Ain’t It Grand

With a name like Madeo people don’t peg you as Irish —but folks this is America, a place where Bill Richardson is Latino and a guy named  Lenny Kravitz ain’t quite exactly Jewish.

My grandparents on my mother’s side came here with nothing from Ireland and ended up in the Bronx. I always loved visiting them from Long Island because their cramped apartment seemed so exotic with its steam radiators, airshafts, and dumbwaiters for moving the trash. When we went to visit we would always have roast beef with Yorkshire pudding, which was the special occasion fare laid out by Grandma. I’ve tried to recreate that meal at home, but I can’t exactly get it right.

I wish I could repeat the stories they told me of life back in the old country, but truth is their Irish brogues were so thick that I could barely understand a word they said. But I do remember this: when something was especially good, my grandmother pronounced it, “Grand.” That I understood.
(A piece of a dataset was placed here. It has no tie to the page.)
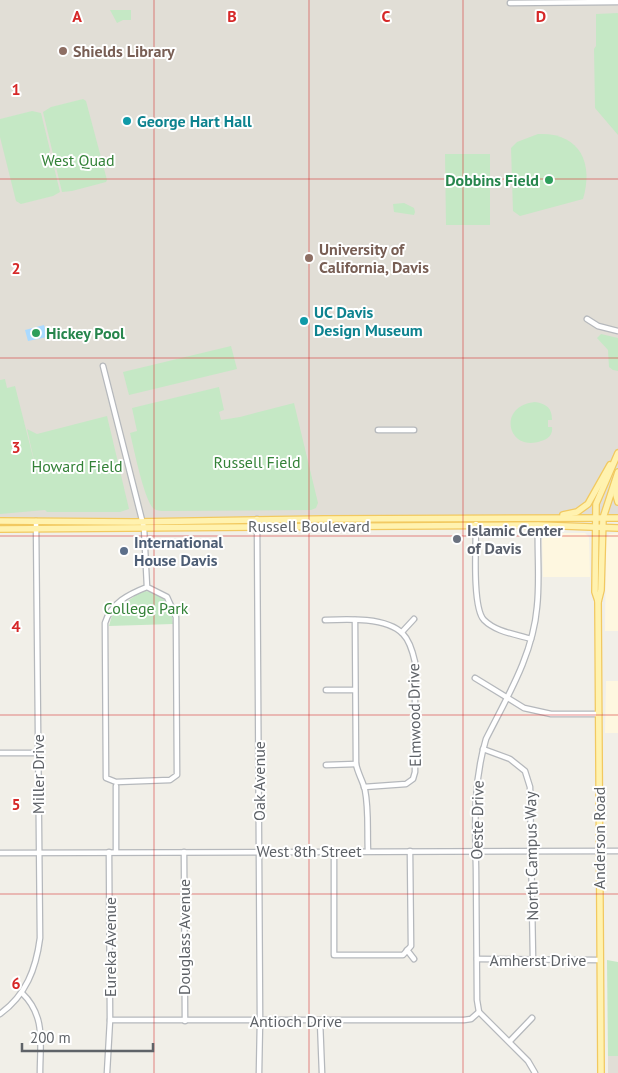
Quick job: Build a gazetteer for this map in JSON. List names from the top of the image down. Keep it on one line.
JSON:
{"streets":{"main road":["Russell Boulevard","Anderson Road"],"street":["Elmwood Drive","Miller Drive","Oak Avenue","Oeste Drive","West 8th Street","North Campus Way","Douglass Avenue","Eureka Avenue","Amherst Drive","Antioch Drive"]},"crossings":[["Russell Boulevard","Miller Drive"],["Russell Boulevard","Oak Avenue"],["Russell Boulevard","Oeste Drive"],["Russell Boulevard","Anderson Road"],["Miller Drive","West 8th Street"],["Oak Avenue","West 8th Street"],["Oak Avenue","Antioch Drive"],["Oeste Drive","West 8th Street"],["Oeste Drive","North Campus Way"],["Oeste Drive","Amherst Drive"],["Oeste Drive","Antioch Drive"],["Anderson Road","West 8th Street"],["Anderson Road","Amherst Drive"],["West 8th Street","North Campus Way"],["West 8th Street","Douglass Avenue"],["West 8th Street","Eureka Avenue"],["North Campus Way","Amherst Drive"],["Douglass Avenue","Antioch Drive"],["Eureka Avenue","Antioch Drive"]],"parks":["West Quad","Russell Field","Howard Field","College Park"],"places":["Shields Library","George Hart Hall","Dobbins Field","University of California, Davis","UC Davis Design Museum","Hickey Pool","Islamic Center of Davis","International House Davis"],"scale_bar":"200 m","grid":{"columns":["A","B","C","D"],"rows":["1","2","3","4","5","6"]}}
As for everything else, she might as well have been speaking Hungarian —the language of my wife’s parents when they managed to escape here from Europe.

I’ll tell you what’s grand: that with all our trouble, we still live in a country that’s run to —not away from. Sure we have problems, but that people are still willing to risk everything to get here says something about America, doesn’t it?

Whether you’re name is  O’Malley, Kowalski, Rosales, Chung, or Habib: spend a moment celebrating St. Patrick’s Day. You may not be Irish, but one way or another you’re an immigrant.

One thought on “Ain’t It Grand

  1. Happy St. Patrick’s Day Rob.
    Even in my old Brooklyn, Irish, Italian, Jewish, Asian, Eastern European neighborhood they couldn’t have said it better.